== Segment start ==

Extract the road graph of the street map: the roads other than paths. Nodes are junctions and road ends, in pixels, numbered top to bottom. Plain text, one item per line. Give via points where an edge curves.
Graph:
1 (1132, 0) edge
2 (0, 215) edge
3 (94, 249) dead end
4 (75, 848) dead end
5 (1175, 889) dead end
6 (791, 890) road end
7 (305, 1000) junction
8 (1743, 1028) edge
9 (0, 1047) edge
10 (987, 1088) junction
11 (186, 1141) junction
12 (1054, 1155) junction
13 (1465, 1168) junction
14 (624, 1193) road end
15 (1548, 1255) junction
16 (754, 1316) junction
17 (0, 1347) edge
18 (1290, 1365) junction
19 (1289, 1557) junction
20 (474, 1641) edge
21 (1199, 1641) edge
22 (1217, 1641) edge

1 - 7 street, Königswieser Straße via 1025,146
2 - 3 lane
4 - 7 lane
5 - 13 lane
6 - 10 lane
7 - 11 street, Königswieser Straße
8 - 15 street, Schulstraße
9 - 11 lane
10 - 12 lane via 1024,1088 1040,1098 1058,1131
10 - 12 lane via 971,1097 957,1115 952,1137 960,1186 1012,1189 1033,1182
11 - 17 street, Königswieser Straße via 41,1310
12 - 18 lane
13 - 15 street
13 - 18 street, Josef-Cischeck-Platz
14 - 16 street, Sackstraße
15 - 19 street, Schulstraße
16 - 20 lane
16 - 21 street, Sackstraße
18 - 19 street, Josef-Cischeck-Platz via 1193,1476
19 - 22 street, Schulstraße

== Segment end ==

* [WORK ITEM]:
Restate the records above word for word, omitting nothing.

* [RESULT OF THE TASK]:
Extract the road graph of the street map: the roads other than paths. Nodes are junctions and road ends, in pixels, numbered top to bottom. Plain text, one item per line. Give via points where an edge curves.
Graph:
1 (1132, 0) edge
2 (0, 215) edge
3 (94, 249) dead end
4 (75, 848) dead end
5 (1175, 889) dead end
6 (791, 890) road end
7 (305, 1000) junction
8 (1743, 1028) edge
9 (0, 1047) edge
10 (987, 1088) junction
11 (186, 1141) junction
12 (1054, 1155) junction
13 (1465, 1168) junction
14 (624, 1193) road end
15 (1548, 1255) junction
16 (754, 1316) junction
17 (0, 1347) edge
18 (1290, 1365) junction
19 (1289, 1557) junction
20 (474, 1641) edge
21 (1199, 1641) edge
22 (1217, 1641) edge

1 - 7 street, Königswieser Straße via 1025,146
2 - 3 lane
4 - 7 lane
5 - 13 lane
6 - 10 lane
7 - 11 street, Königswieser Straße
8 - 15 street, Schulstraße
9 - 11 lane
10 - 12 lane via 1024,1088 1040,1098 1058,1131
10 - 12 lane via 971,1097 957,1115 952,1137 960,1186 1012,1189 1033,1182
11 - 17 street, Königswieser Straße via 41,1310
12 - 18 lane
13 - 15 street
13 - 18 street, Josef-Cischeck-Platz
14 - 16 street, Sackstraße
15 - 19 street, Schulstraße
16 - 20 lane
16 - 21 street, Sackstraße
18 - 19 street, Josef-Cischeck-Platz via 1193,1476
19 - 22 street, Schulstraße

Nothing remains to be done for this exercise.